Check every line below for the word "them" and copy the ones that have it.

BEGIN Data for the task

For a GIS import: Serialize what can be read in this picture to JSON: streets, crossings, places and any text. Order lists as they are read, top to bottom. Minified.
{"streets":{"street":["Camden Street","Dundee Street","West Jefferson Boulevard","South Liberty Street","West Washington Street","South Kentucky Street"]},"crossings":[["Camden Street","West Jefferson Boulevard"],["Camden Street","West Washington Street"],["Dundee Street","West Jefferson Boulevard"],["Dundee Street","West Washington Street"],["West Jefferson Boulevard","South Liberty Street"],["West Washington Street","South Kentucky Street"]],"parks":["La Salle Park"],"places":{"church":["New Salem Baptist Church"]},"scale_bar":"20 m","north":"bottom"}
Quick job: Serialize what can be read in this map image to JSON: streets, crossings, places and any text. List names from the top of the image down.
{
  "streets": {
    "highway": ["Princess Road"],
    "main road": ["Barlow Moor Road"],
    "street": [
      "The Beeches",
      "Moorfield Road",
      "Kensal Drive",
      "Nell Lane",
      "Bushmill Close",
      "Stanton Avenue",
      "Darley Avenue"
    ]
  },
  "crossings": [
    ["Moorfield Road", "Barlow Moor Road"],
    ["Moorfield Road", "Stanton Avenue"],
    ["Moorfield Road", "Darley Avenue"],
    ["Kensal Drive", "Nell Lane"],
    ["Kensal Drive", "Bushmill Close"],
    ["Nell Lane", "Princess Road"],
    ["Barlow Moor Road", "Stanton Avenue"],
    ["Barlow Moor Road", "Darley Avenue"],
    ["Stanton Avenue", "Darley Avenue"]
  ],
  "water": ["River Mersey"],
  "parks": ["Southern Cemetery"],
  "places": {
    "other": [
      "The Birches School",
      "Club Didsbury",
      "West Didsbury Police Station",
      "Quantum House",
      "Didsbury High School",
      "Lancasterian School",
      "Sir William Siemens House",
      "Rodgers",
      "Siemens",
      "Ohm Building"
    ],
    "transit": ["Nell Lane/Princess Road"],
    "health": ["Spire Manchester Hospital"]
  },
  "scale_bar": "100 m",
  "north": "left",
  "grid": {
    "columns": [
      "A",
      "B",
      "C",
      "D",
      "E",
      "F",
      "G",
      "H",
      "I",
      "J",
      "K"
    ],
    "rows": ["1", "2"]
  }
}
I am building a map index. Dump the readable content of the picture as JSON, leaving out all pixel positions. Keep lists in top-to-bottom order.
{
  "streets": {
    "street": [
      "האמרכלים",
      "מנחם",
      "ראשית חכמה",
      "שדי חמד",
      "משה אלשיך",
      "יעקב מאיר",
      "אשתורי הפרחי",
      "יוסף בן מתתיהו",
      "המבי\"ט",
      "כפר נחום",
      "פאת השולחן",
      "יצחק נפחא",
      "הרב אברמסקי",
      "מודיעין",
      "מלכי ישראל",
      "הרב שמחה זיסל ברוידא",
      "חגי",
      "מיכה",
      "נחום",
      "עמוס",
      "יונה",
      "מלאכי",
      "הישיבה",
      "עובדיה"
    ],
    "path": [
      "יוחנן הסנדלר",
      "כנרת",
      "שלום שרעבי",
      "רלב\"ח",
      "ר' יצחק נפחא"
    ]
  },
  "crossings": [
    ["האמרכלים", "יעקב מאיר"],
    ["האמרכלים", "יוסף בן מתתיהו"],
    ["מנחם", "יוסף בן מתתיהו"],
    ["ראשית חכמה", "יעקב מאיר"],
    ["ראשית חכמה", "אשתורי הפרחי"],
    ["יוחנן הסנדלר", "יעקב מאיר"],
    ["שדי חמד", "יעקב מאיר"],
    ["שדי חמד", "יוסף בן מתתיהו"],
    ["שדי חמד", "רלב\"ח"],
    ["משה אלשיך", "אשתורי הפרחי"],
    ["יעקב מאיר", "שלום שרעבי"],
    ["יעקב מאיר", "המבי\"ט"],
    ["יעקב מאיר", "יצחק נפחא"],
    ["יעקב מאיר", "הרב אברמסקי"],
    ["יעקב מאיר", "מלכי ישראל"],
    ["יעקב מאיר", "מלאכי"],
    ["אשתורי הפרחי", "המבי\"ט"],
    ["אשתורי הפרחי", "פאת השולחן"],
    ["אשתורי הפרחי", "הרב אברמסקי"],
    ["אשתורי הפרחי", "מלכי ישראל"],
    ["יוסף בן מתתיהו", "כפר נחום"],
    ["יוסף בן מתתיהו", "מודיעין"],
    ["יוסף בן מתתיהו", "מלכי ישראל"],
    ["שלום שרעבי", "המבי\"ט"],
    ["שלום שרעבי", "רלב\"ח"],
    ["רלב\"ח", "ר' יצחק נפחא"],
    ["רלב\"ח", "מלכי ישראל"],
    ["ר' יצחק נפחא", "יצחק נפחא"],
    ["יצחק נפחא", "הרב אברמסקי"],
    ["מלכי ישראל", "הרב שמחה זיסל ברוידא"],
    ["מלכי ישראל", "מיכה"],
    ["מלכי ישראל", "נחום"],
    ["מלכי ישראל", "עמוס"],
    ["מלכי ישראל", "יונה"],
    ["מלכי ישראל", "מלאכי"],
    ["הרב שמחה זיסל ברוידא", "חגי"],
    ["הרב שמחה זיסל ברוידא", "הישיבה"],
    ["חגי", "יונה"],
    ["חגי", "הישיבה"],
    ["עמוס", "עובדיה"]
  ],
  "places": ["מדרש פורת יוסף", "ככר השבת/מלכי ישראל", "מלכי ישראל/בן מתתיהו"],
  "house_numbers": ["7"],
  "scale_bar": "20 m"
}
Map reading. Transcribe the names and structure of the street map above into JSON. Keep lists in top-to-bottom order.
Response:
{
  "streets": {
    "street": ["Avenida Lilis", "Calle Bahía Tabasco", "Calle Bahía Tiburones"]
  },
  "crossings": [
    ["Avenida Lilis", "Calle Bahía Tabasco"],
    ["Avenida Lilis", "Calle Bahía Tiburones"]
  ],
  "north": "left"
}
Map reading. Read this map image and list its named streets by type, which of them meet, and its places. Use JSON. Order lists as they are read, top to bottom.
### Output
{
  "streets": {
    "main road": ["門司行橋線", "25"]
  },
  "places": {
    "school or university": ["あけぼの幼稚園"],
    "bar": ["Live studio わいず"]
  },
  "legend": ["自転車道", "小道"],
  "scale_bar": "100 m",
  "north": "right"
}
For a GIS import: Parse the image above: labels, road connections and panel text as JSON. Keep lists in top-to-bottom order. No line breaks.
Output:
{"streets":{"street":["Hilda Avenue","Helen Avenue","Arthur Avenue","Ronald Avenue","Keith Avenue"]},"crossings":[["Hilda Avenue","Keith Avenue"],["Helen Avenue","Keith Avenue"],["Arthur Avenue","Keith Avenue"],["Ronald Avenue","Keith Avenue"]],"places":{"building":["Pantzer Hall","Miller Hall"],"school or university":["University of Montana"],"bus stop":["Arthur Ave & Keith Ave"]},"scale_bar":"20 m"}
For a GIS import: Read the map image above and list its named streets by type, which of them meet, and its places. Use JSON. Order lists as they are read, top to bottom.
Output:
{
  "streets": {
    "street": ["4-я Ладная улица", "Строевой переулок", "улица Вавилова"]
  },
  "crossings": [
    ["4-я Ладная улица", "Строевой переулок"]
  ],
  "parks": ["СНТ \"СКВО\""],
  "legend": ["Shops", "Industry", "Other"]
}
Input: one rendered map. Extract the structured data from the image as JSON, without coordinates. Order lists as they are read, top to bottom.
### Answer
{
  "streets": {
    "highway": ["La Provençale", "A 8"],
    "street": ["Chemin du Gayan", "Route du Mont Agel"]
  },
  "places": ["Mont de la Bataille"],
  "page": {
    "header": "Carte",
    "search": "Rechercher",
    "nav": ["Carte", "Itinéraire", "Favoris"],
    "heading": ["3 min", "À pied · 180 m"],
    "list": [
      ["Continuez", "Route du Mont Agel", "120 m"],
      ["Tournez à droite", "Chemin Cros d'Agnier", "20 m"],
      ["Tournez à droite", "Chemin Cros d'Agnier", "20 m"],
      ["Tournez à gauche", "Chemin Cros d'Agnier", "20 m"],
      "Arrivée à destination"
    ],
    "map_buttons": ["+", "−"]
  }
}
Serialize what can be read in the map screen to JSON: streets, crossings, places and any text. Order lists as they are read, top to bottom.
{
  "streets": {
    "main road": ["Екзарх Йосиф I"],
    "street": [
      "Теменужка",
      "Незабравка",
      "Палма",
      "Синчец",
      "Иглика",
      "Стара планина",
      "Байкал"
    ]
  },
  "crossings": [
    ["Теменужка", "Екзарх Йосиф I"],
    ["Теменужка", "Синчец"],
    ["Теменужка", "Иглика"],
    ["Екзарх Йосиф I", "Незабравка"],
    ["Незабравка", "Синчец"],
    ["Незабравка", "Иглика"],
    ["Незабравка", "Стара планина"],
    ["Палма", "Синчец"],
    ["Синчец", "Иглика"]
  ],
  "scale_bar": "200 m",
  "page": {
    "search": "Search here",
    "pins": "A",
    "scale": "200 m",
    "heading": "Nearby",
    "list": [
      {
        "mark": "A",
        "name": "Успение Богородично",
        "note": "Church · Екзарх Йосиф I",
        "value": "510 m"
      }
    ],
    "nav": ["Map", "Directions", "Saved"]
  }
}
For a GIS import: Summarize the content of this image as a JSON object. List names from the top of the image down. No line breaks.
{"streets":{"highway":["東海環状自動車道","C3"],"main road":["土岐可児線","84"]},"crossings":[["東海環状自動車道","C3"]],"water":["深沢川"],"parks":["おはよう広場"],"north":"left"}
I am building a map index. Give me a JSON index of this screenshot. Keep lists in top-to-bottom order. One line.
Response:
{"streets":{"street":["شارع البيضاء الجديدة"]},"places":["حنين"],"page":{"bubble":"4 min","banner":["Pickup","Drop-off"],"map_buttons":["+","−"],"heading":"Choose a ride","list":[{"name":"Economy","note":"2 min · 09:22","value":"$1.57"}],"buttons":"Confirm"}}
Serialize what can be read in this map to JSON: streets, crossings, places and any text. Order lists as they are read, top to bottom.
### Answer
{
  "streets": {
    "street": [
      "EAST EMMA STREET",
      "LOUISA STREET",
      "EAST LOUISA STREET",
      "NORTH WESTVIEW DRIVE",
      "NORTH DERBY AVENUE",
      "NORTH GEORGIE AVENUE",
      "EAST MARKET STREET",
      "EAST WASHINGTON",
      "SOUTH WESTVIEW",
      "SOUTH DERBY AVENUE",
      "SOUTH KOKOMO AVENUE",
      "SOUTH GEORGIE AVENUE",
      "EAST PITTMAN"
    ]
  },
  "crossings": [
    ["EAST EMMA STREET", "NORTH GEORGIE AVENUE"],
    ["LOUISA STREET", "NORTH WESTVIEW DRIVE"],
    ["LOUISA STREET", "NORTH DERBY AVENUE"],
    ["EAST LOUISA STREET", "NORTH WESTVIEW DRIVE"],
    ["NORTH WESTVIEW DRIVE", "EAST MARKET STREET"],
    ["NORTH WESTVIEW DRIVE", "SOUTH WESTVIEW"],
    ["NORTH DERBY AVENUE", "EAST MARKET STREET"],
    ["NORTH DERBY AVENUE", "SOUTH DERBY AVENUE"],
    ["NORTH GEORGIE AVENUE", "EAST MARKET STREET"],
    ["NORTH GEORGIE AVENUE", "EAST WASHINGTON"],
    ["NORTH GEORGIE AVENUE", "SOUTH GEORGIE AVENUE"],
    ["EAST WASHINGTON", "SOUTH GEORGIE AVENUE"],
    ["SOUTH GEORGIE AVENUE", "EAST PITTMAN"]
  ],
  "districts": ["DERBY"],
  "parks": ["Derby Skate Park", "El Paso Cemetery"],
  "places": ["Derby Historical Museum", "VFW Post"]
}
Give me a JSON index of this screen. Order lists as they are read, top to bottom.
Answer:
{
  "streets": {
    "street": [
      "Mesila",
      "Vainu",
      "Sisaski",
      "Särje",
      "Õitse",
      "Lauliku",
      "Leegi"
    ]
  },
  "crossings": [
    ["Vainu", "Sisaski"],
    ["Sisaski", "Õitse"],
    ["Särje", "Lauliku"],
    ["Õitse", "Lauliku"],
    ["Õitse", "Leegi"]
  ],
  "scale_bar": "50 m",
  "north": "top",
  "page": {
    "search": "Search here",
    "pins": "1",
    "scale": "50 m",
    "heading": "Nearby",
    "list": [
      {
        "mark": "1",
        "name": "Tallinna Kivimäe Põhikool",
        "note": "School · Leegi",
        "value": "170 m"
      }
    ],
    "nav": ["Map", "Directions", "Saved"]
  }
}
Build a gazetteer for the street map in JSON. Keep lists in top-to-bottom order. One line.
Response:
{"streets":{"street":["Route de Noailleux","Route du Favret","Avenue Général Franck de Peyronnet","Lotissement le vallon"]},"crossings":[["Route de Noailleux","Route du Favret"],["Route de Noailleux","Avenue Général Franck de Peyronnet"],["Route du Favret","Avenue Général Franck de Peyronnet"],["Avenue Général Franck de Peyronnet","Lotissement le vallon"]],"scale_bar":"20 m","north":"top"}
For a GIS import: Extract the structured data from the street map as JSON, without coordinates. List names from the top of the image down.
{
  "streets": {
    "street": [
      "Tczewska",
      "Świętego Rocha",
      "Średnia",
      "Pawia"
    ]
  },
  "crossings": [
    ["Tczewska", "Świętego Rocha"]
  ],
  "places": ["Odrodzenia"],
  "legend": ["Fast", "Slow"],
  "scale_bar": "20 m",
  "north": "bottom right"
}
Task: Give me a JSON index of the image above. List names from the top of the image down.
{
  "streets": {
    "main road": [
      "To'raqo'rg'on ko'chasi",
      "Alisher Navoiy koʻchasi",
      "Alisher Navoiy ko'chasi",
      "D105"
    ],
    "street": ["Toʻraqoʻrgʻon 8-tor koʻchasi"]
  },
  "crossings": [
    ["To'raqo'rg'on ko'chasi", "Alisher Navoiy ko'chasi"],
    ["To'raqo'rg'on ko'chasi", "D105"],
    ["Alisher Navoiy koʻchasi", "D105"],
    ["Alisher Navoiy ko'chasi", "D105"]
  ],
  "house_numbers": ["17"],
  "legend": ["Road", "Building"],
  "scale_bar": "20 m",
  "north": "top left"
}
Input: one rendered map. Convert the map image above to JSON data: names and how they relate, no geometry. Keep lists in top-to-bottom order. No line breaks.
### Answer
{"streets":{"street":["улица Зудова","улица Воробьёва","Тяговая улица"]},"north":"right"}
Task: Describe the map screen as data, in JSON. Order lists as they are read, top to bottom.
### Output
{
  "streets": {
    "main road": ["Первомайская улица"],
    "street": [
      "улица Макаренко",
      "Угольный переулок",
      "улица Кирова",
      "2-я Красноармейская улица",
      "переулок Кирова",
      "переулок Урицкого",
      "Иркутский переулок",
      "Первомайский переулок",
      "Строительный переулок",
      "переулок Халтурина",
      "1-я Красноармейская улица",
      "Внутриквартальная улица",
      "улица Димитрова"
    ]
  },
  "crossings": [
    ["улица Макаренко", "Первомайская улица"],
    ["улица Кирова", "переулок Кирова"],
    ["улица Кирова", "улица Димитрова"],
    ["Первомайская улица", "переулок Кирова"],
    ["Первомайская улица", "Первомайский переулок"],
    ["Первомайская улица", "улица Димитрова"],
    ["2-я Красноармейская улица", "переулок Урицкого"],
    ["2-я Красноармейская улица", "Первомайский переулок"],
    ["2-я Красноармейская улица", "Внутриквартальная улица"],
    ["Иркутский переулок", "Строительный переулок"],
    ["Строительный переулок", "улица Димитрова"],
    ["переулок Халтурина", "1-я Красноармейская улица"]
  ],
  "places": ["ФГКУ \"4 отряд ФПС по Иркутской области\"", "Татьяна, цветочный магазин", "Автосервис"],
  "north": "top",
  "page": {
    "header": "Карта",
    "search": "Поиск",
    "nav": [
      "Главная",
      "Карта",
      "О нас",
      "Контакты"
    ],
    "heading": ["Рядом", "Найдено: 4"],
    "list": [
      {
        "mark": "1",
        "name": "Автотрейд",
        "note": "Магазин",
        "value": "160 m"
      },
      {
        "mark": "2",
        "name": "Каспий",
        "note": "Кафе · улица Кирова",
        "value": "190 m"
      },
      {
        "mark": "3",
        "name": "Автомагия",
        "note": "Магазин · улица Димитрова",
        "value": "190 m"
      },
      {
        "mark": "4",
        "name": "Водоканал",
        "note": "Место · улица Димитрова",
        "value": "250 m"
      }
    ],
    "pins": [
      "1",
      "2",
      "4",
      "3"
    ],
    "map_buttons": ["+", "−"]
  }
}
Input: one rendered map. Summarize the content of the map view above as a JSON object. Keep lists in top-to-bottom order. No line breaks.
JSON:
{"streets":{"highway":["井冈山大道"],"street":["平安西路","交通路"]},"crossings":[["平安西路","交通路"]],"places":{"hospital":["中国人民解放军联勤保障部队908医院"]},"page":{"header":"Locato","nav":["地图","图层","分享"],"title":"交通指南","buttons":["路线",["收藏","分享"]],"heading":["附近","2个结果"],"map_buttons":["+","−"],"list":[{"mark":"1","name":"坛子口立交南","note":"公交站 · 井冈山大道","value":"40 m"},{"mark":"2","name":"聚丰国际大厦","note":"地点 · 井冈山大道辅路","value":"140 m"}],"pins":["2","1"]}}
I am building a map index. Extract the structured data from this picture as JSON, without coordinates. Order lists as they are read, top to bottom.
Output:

END Data for the task

Task output –
Map reading. Read this map image and list its named streets by type, which of them meet, and its places. Use JSON. Order lists as they are read, top to bottom.
For a GIS import: Read the map image above and list its named streets by type, which of them meet, and its places. Use JSON. Order lists as they are read, top to bottom.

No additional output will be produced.